_Data_
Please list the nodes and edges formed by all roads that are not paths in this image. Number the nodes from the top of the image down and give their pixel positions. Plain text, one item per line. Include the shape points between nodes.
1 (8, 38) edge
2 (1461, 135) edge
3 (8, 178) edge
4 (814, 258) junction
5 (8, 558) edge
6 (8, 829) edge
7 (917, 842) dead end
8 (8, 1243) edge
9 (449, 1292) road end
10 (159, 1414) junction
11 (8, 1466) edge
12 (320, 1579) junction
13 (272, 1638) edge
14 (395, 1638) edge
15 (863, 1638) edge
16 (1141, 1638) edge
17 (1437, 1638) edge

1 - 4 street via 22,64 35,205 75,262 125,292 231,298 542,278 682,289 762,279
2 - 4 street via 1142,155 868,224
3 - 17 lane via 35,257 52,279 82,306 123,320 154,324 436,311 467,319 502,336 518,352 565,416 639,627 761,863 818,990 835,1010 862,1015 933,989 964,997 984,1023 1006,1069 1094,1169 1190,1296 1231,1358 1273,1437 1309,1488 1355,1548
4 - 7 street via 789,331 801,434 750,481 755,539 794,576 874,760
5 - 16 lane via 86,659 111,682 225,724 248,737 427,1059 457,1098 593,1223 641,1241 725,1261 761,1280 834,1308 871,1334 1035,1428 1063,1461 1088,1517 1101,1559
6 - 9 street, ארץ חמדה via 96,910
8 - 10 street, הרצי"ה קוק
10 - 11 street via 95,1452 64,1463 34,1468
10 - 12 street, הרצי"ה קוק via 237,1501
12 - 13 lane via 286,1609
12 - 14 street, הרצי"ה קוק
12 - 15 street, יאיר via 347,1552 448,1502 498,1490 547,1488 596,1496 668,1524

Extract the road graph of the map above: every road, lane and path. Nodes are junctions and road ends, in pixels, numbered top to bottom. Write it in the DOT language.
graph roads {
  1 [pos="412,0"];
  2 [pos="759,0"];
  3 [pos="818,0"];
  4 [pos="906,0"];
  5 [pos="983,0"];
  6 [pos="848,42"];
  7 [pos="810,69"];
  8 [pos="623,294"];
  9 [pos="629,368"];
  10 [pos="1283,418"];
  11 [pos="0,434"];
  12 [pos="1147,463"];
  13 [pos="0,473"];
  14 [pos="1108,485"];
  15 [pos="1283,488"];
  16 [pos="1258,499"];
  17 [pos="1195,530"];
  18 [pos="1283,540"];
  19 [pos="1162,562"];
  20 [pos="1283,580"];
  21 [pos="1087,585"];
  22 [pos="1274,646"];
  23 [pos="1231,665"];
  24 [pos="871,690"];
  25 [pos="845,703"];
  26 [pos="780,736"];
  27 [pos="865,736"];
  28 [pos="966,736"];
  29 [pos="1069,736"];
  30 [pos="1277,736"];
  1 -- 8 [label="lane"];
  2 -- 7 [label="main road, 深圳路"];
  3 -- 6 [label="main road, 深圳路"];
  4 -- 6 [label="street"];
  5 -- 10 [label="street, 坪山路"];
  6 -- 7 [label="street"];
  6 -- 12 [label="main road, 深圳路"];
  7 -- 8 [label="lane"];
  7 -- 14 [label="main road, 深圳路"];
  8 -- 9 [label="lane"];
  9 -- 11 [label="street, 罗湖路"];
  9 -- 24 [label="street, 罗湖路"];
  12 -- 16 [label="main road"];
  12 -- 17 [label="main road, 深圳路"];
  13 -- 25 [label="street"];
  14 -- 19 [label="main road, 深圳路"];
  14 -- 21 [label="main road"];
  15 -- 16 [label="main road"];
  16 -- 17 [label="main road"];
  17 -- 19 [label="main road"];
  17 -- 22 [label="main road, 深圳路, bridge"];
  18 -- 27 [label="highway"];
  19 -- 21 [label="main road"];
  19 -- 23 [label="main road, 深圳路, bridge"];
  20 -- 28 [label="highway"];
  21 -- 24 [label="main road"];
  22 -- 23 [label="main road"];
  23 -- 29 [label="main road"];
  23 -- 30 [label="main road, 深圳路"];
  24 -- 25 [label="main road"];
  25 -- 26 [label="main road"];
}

_Exercise_
Transcribe the data in full, keeping every character.

_Finished task_
Please list the nodes and edges formed by all roads that are not paths in this image. Number the nodes from the top of the image down and give their pixel positions. Plain text, one item per line. Include the shape points between nodes.
1 (8, 38) edge
2 (1461, 135) edge
3 (8, 178) edge
4 (814, 258) junction
5 (8, 558) edge
6 (8, 829) edge
7 (917, 842) dead end
8 (8, 1243) edge
9 (449, 1292) road end
10 (159, 1414) junction
11 (8, 1466) edge
12 (320, 1579) junction
13 (272, 1638) edge
14 (395, 1638) edge
15 (863, 1638) edge
16 (1141, 1638) edge
17 (1437, 1638) edge

1 - 4 street via 22,64 35,205 75,262 125,292 231,298 542,278 682,289 762,279
2 - 4 street via 1142,155 868,224
3 - 17 lane via 35,257 52,279 82,306 123,320 154,324 436,311 467,319 502,336 518,352 565,416 639,627 761,863 818,990 835,1010 862,1015 933,989 964,997 984,1023 1006,1069 1094,1169 1190,1296 1231,1358 1273,1437 1309,1488 1355,1548
4 - 7 street via 789,331 801,434 750,481 755,539 794,576 874,760
5 - 16 lane via 86,659 111,682 225,724 248,737 427,1059 457,1098 593,1223 641,1241 725,1261 761,1280 834,1308 871,1334 1035,1428 1063,1461 1088,1517 1101,1559
6 - 9 street, ארץ חמדה via 96,910
8 - 10 street, הרצי"ה קוק
10 - 11 street via 95,1452 64,1463 34,1468
10 - 12 street, הרצי"ה קוק via 237,1501
12 - 13 lane via 286,1609
12 - 14 street, הרצי"ה קוק
12 - 15 street, יאיר via 347,1552 448,1502 498,1490 547,1488 596,1496 668,1524

Extract the road graph of the map above: every road, lane and path. Nodes are junctions and road ends, in pixels, numbered top to bottom. Write it in the DOT language.
graph roads {
  1 [pos="412,0"];
  2 [pos="759,0"];
  3 [pos="818,0"];
  4 [pos="906,0"];
  5 [pos="983,0"];
  6 [pos="848,42"];
  7 [pos="810,69"];
  8 [pos="623,294"];
  9 [pos="629,368"];
  10 [pos="1283,418"];
  11 [pos="0,434"];
  12 [pos="1147,463"];
  13 [pos="0,473"];
  14 [pos="1108,485"];
  15 [pos="1283,488"];
  16 [pos="1258,499"];
  17 [pos="1195,530"];
  18 [pos="1283,540"];
  19 [pos="1162,562"];
  20 [pos="1283,580"];
  21 [pos="1087,585"];
  22 [pos="1274,646"];
  23 [pos="1231,665"];
  24 [pos="871,690"];
  25 [pos="845,703"];
  26 [pos="780,736"];
  27 [pos="865,736"];
  28 [pos="966,736"];
  29 [pos="1069,736"];
  30 [pos="1277,736"];
  1 -- 8 [label="lane"];
  2 -- 7 [label="main road, 深圳路"];
  3 -- 6 [label="main road, 深圳路"];
  4 -- 6 [label="street"];
  5 -- 10 [label="street, 坪山路"];
  6 -- 7 [label="street"];
  6 -- 12 [label="main road, 深圳路"];
  7 -- 8 [label="lane"];
  7 -- 14 [label="main road, 深圳路"];
  8 -- 9 [label="lane"];
  9 -- 11 [label="street, 罗湖路"];
  9 -- 24 [label="street, 罗湖路"];
  12 -- 16 [label="main road"];
  12 -- 17 [label="main road, 深圳路"];
  13 -- 25 [label="street"];
  14 -- 19 [label="main road, 深圳路"];
  14 -- 21 [label="main road"];
  15 -- 16 [label="main road"];
  16 -- 17 [label="main road"];
  17 -- 19 [label="main road"];
  17 -- 22 [label="main road, 深圳路, bridge"];
  18 -- 27 [label="highway"];
  19 -- 21 [label="main road"];
  19 -- 23 [label="main road, 深圳路, bridge"];
  20 -- 28 [label="highway"];
  21 -- 24 [label="main road"];
  22 -- 23 [label="main road"];
  23 -- 29 [label="main road"];
  23 -- 30 [label="main road, 深圳路"];
  24 -- 25 [label="main road"];
  25 -- 26 [label="main road"];
}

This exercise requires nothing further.